The progression from control lung anatomy to minimal and established fibrosis is associated with an increase in Lm in experiment 2 (A). (B) The histology-based Ashcroft fibrosis score that ranges between 0 (normal) and 8 (dense fibrosis) was greater in established fibrosis than minimal fibrosis. (C) The volume fraction of the lung samples taken up by tissue. (D) The volume fraction of lung tissue taken up by collagen identified by picro sirius red staining used to identify collagen, in the parenchyma but not the airways. (E) Example of a fibroblastic focus, showing that the volume fraction was similarly increased in both minimal and established fibrosis.
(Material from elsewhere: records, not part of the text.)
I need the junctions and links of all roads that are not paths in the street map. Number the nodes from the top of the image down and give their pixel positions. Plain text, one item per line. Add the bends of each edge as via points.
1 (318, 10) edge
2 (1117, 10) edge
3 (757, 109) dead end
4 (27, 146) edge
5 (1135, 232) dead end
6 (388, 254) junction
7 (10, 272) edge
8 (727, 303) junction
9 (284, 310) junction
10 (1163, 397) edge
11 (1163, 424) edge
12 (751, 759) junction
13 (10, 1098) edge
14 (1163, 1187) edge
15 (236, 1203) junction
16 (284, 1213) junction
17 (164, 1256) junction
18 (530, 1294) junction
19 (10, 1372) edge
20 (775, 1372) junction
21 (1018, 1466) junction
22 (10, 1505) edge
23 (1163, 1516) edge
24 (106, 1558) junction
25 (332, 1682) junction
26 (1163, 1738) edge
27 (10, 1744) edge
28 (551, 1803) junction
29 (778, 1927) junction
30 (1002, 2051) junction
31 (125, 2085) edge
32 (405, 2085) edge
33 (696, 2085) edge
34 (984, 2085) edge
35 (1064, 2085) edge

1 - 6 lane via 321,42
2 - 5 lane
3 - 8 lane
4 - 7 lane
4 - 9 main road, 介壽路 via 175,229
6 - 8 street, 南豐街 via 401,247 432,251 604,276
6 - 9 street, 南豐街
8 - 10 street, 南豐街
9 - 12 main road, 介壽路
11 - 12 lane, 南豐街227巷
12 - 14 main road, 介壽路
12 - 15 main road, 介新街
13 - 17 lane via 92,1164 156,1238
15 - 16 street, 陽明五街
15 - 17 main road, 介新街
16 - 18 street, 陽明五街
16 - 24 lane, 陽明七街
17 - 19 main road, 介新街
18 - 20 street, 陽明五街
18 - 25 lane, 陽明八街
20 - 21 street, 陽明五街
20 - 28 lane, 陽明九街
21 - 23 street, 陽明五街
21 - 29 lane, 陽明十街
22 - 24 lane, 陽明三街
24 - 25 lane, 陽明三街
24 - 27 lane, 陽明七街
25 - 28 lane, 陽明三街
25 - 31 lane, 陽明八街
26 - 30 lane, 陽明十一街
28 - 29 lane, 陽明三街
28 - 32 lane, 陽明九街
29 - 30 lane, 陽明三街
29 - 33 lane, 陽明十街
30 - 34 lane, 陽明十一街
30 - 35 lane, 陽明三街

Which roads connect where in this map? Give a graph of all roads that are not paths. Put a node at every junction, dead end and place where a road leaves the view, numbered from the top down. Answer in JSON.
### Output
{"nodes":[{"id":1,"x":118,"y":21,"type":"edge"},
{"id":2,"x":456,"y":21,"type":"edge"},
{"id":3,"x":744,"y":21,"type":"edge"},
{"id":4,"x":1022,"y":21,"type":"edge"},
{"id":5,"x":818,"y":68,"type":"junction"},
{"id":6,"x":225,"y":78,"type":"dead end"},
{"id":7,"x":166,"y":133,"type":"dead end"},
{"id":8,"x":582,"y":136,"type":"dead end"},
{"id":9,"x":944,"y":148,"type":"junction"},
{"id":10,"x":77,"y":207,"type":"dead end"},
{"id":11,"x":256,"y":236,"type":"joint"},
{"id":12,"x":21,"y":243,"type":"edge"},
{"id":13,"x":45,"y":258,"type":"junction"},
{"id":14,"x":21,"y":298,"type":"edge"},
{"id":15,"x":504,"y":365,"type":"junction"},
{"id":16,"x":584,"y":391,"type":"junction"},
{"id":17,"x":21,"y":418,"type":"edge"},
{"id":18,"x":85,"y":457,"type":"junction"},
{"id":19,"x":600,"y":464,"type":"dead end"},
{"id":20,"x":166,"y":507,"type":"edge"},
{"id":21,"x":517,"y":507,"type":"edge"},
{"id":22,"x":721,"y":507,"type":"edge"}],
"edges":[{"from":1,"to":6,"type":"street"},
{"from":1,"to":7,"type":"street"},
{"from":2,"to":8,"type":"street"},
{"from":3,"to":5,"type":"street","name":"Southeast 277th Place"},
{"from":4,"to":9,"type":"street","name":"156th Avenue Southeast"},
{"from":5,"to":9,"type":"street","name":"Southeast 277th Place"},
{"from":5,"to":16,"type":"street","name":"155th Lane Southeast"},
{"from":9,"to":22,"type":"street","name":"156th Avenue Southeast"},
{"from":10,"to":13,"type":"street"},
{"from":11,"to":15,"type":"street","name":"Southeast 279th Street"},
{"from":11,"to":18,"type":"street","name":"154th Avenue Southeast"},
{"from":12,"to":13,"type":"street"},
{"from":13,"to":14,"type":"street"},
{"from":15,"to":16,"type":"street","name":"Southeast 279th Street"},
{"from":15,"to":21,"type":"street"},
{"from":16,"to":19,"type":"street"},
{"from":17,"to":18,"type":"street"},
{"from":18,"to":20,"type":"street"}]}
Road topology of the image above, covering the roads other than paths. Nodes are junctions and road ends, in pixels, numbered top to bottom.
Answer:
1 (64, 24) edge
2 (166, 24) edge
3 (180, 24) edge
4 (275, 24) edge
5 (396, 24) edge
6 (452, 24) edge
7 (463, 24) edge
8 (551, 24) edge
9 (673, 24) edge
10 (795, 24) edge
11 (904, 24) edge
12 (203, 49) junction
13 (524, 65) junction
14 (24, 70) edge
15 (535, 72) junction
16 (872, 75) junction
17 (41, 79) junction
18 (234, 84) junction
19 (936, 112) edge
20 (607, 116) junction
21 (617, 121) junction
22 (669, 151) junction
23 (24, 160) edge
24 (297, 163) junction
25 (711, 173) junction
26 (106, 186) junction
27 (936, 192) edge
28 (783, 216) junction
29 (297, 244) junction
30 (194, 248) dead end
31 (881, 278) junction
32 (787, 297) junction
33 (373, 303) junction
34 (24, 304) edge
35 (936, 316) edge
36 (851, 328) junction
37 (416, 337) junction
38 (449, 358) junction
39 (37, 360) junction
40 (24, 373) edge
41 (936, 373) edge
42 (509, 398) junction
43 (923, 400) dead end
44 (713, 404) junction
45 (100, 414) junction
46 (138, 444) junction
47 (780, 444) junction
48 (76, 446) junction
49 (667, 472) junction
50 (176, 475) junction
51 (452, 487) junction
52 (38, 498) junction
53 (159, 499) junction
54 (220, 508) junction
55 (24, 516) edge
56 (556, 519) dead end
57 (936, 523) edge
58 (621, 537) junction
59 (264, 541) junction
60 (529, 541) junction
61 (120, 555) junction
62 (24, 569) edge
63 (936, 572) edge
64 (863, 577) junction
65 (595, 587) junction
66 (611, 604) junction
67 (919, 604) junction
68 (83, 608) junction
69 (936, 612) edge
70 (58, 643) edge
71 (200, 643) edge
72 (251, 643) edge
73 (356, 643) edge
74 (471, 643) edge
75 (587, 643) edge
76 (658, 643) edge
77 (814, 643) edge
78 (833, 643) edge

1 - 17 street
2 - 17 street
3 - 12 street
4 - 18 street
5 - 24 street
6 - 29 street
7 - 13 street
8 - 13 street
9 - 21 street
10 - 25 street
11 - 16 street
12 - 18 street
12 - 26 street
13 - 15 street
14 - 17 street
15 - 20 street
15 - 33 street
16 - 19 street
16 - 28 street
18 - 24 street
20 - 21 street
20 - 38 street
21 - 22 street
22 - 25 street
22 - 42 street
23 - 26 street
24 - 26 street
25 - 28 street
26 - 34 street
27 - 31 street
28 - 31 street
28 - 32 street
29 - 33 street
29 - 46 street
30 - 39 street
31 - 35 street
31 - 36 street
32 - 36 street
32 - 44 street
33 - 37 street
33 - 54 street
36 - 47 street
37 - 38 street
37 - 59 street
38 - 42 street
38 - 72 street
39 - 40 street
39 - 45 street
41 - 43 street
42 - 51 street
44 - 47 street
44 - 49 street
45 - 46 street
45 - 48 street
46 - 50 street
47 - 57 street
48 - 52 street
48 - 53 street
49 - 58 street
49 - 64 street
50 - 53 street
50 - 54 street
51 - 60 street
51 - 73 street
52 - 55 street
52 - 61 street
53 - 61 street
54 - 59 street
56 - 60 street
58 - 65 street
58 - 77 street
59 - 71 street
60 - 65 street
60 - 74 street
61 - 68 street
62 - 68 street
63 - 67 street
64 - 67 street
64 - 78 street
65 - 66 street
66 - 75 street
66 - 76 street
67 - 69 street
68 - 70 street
Values are expressed as per sample.

Figure 5:

Compares the volume fractions of infiltrating inflammatory immune cells in control lung tissue (red) to the volume fractions of the same cells in regions of minimal (blue) and established (green) fibrosis in experiment 2. This comparison shows (A) B-cell and CD4 lymphocyte infiltration increased in airways tissue and that the infiltration of macrophages, B-cells, CD4, CD8 and eosinophils are increased in the parenchyma in regions of minimal and established fibrosis compared to controls. These data show that the number airways containing tertiary lymphoid organs, as illustrated in (B), increased in both minimal and established regions of fibrosis compared to controls (C), but were not different from each other in the airways. Values are expressed as per sample.